* [YOUR INSTRUCTIONS] Every line of the entries below that includes "البلدية" belongs in the answer, copied as written.

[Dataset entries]
* * * * * * * * *

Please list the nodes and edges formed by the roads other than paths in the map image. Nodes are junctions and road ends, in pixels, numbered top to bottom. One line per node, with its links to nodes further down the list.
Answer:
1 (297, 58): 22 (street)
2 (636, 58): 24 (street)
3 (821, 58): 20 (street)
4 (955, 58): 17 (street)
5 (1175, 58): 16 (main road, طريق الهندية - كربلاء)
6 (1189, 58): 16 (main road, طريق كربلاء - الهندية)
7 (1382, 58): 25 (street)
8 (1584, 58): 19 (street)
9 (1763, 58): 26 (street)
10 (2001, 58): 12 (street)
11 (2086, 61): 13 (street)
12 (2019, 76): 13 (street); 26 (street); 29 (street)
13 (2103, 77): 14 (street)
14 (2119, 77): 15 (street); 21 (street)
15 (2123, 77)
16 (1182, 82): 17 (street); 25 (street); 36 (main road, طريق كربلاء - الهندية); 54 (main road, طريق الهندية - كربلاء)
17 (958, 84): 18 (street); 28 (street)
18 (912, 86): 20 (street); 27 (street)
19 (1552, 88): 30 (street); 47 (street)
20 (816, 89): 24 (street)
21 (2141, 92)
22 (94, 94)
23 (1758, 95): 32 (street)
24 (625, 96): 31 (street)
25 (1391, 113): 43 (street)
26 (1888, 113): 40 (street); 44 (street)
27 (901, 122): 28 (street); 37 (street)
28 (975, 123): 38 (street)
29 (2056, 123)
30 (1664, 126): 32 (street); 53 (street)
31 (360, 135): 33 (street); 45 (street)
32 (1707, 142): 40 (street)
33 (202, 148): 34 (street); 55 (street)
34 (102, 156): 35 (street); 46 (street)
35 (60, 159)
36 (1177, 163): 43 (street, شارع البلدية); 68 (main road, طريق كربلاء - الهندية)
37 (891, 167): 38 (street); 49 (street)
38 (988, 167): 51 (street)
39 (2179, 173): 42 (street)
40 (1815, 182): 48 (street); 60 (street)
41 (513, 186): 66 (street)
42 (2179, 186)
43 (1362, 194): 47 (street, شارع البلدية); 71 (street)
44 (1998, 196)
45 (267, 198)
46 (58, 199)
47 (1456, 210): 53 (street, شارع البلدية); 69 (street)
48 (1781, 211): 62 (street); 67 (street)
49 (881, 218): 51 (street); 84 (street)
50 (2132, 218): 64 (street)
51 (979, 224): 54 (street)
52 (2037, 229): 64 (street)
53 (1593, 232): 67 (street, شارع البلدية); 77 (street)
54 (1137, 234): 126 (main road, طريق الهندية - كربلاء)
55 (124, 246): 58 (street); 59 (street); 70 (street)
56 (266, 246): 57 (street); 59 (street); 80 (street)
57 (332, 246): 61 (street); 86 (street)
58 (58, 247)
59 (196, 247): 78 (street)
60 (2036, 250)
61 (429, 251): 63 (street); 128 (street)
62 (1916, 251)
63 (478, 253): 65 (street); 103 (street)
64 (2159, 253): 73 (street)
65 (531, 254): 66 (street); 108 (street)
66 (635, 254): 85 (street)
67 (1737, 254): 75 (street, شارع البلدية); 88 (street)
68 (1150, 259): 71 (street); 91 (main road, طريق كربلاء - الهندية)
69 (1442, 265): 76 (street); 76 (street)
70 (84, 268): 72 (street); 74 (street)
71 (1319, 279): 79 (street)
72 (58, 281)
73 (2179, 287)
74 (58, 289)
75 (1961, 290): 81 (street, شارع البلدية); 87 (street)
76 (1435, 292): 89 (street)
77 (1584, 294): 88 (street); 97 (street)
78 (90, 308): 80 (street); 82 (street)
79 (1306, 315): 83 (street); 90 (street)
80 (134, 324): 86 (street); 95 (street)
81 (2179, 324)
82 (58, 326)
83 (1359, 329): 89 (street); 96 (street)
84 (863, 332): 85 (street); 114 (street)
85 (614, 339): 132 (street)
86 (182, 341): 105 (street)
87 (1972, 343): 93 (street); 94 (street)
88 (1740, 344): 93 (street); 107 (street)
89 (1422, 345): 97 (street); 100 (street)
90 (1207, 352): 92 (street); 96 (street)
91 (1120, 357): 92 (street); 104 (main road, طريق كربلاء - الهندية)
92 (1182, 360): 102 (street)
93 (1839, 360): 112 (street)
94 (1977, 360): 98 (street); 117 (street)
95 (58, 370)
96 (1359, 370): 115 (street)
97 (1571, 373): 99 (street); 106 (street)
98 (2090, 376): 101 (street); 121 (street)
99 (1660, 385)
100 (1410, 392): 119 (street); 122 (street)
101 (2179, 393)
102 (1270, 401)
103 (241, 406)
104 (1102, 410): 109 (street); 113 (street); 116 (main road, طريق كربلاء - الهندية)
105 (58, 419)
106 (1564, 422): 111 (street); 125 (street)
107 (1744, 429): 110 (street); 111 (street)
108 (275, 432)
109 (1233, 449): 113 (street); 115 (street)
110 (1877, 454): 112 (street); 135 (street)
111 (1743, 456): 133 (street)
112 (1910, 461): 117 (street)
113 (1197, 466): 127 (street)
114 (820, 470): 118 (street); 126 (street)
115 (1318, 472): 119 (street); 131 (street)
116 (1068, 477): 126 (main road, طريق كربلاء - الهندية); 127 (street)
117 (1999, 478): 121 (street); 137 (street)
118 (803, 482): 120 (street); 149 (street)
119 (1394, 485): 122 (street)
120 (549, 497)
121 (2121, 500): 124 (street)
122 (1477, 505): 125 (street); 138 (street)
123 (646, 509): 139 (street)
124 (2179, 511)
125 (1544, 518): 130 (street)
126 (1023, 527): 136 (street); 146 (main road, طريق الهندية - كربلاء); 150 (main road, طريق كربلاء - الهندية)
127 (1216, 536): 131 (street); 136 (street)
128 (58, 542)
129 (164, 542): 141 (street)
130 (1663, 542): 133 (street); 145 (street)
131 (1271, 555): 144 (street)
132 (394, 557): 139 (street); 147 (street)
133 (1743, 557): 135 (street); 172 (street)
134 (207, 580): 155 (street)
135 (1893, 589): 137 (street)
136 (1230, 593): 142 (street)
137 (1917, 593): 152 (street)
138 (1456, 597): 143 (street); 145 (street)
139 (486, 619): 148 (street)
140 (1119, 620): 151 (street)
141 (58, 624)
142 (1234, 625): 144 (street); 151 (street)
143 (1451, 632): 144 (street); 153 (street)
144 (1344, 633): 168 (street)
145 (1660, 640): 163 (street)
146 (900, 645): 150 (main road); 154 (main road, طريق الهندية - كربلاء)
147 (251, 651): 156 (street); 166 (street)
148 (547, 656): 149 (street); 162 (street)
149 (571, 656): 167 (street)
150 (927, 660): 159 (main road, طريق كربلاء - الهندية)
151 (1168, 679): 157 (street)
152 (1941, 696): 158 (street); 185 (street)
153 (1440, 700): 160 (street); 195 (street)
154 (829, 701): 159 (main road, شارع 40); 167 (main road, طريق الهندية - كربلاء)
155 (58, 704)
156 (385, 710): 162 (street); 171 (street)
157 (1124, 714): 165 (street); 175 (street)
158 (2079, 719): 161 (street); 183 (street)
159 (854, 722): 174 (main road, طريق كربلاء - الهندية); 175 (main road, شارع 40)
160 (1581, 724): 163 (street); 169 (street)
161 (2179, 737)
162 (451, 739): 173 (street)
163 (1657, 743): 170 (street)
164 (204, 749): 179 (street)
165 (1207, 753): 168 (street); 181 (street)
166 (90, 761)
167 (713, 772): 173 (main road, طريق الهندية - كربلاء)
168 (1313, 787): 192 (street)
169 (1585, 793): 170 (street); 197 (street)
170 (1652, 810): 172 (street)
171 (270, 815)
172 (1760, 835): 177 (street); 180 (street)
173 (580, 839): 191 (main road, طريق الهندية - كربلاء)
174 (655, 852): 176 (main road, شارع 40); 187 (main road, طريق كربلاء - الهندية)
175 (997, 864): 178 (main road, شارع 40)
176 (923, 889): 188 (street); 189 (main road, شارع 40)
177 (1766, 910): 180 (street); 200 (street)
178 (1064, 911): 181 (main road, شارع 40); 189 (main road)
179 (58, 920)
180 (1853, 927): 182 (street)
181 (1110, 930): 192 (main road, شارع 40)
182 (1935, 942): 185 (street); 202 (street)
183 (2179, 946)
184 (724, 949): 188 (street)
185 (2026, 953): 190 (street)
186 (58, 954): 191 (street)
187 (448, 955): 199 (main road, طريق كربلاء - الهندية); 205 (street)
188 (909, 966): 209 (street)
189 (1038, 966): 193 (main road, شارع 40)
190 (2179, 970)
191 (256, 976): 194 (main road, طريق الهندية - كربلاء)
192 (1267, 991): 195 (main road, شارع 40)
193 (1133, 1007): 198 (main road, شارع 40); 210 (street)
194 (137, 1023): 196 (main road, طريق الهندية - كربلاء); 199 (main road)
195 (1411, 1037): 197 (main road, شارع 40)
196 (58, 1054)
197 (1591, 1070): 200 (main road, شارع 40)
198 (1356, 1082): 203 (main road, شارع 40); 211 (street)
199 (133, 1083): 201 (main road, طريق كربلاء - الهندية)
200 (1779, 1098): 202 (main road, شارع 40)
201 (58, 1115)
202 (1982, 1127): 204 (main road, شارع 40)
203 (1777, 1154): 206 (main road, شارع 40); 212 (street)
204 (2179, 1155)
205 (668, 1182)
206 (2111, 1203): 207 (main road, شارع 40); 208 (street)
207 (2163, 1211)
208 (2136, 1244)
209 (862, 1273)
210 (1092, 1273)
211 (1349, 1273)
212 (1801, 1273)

* * * * * * * * *

* [ANSWER BELOW]
36 (1177, 163): 43 (street, شارع البلدية); 68 (main road, طريق كربلاء - الهندية)
43 (1362, 194): 47 (street, شارع البلدية); 71 (street)
47 (1456, 210): 53 (street, شارع البلدية); 69 (street)
53 (1593, 232): 67 (street, شارع البلدية); 77 (street)
67 (1737, 254): 75 (street, شارع البلدية); 88 (street)
75 (1961, 290): 81 (street, شارع البلدية); 87 (street)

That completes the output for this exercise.